Guerrieri, giochiamo a fare la guerra? / 26 Novembre 2012 in I Guerrieri Della Notte

Erano anni che avevo in lista questo cult di fine anni ’70, chissà poi perché l’avrò rimandato così tanto..?! Ma finalmente posso dire di averlo visto.. ed è stato EPICO!
Io non sono una che si esalta facilmente, ma in questo caso credo sia più che lecito!

Tratto dal romanzo di Sol Yurick, I guerrieri della notte viene narrato come una specie di videogioco survival ambientato in una New York underground, degradata e incupita dal buio della notte. L’obiettivo finale è quello di raggiungere (vivi) Coney Island, affrontando una serie di livelli con difficoltà crescenti e sfidanti sempre più forti e incazzati.
Round alimentati da una buona dose di adrenalina, scazzottate, colpi di scena credibili ma con pochi (troppo pochi per i miei gusti) spargimenti di sangue.

Il ritmo del film è sostenuto da un linguaggio di strada, giovanile e scurrile (ho fatto la rima!), ottime ambientazioni (tutte reali, a parte il bagno della metro che è stato ricostruito in un set), bei personaggi (ad ognuno il suo! Io ho adorato l’addetto ai murales *.*) e l’incalzante colonna sonora con il classico sound tipico di quel tempo.

Ho trovato molto avvincenti anche i faccia a faccia fra i Guerrieri e le altre bande, nonostante la teatralità e l’eccessivo eroismo attribuito ai protagonisti (soprattutto nel caso del match con i Baseball Furies). Ma quando una scena è epica, me ne sbatto le palle delle piccolezze. Mi ha gasato bestialmente vedere quelle facce pittate da idioti prese a mazzate.. con le loro stesse mazze da quattro ragazzini inizialmente disarmati.

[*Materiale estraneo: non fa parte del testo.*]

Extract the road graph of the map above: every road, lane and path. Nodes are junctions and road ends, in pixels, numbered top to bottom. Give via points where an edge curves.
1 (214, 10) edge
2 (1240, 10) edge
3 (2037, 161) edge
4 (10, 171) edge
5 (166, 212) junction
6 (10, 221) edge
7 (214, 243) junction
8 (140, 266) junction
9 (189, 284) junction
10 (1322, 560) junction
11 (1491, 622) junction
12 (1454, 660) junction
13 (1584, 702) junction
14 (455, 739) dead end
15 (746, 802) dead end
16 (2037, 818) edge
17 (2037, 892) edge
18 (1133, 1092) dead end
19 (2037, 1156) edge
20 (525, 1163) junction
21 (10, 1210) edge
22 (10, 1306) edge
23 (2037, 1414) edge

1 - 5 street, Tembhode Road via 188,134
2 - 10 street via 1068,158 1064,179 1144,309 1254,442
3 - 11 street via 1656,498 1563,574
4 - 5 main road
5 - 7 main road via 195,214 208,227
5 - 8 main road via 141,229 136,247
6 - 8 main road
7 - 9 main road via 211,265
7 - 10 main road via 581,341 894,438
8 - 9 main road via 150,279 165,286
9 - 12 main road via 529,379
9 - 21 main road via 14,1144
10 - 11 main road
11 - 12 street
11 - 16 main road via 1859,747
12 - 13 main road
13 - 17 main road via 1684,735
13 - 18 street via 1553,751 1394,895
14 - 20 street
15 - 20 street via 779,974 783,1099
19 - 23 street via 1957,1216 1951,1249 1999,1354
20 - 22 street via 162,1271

Le scene memorabili si sprecano, come lo scontro con i Punks (quelli con le salopette!) nei bagni della metro o il tintinnio delle bottigliette vuote provocato dallo psicopatico boss dei Rogues che si appresterà poi a pronunciare la storica frase: “Guerriiiiiieri, giochiamo a fare la guerra?” (traduzione di “Warriors, come out to play?”) sul finire del film.
Bravi anche gli interpreti, tutti pressoché sconosciuti, anche se un po’ penalizzati dal misero doppiaggio italiano.

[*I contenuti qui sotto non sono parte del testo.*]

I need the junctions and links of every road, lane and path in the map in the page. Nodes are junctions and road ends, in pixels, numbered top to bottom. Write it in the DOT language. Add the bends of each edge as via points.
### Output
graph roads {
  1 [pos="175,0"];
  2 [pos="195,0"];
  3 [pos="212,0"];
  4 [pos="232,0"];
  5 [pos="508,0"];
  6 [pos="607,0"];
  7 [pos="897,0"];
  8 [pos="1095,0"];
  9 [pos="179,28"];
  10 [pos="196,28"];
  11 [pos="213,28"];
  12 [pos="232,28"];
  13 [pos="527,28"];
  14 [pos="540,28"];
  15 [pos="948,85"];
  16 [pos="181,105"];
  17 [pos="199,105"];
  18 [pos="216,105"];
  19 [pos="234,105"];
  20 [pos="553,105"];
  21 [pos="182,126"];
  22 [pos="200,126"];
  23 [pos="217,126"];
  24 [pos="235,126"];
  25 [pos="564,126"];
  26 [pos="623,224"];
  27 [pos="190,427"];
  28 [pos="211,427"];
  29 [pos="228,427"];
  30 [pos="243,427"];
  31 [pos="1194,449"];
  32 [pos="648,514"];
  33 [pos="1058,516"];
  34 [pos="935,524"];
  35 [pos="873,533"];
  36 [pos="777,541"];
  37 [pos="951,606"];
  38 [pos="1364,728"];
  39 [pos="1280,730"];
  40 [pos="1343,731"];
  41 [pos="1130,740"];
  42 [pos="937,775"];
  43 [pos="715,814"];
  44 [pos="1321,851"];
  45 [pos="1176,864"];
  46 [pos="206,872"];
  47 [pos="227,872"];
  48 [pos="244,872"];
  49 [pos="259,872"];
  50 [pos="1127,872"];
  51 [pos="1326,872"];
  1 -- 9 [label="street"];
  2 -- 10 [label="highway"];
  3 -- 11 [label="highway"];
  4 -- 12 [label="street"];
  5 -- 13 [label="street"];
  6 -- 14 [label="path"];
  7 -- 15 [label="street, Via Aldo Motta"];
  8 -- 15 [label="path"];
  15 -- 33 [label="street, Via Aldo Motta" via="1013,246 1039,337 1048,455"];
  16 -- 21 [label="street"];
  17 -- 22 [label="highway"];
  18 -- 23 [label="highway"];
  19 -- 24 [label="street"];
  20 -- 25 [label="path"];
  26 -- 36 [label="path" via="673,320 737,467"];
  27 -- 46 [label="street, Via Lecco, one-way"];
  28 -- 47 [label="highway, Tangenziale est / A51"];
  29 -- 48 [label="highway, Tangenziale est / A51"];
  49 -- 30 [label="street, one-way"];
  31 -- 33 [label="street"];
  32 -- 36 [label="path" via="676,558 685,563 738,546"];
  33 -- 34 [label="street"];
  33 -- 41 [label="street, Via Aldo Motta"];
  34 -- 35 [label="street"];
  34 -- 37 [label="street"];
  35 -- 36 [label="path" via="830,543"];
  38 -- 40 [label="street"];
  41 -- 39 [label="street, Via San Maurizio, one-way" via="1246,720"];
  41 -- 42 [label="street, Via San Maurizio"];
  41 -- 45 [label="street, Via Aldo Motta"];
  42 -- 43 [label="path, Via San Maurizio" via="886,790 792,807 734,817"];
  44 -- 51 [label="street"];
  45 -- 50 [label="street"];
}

Pur essendo un film non impegnativo (non ho il coraggio di definirlo “leggero”) con una trama semplicissima, I guerrieri della notte è un cult pazzesco di fine anni ‘70, gasante e avvincente come pochi altri. Sarà anche per quel senso di “realismo” che riesce a trasmettere.. chissà!

Ma la sequenza più epica è senza dubbio quella che apre il film.
Una rapida carrellata delle varie gang che si aggirano nei tunnel asettici delle metro per raggiungere il luogo del raduno, ci immerge in una giungla metropolitana popolata da gruppetti di ragazzi di ogni genere che si combattono costantemente per aggiungere metri al proprio dominio.
Una popolazione costituita da migliaia di membri di bande, più o meno legate alla delinquenza, che si contraddistinguono a prima vista dalle divise che indossano.
Ci sono i Turnbull Ac’s con giubbotti in pelle o di jeans, che ricordano tremendamente il movimento Skinhead. Oppure le vedove nere, le Lizzies, un branco di donne che prima di annientare il nemico lo seduce. O per citarne un’altra, nell’intro del film si vedono gli Hi-Hats, ragazzi vestiti da mimi. Facce bianche, bretelle e magliette rosse (troppo bellini! *.*).
Un film così epico che è entrato a far parte dell’immaginario collettivo di tutti.
Assolutamente consigliato a chi ancora non lo conosce!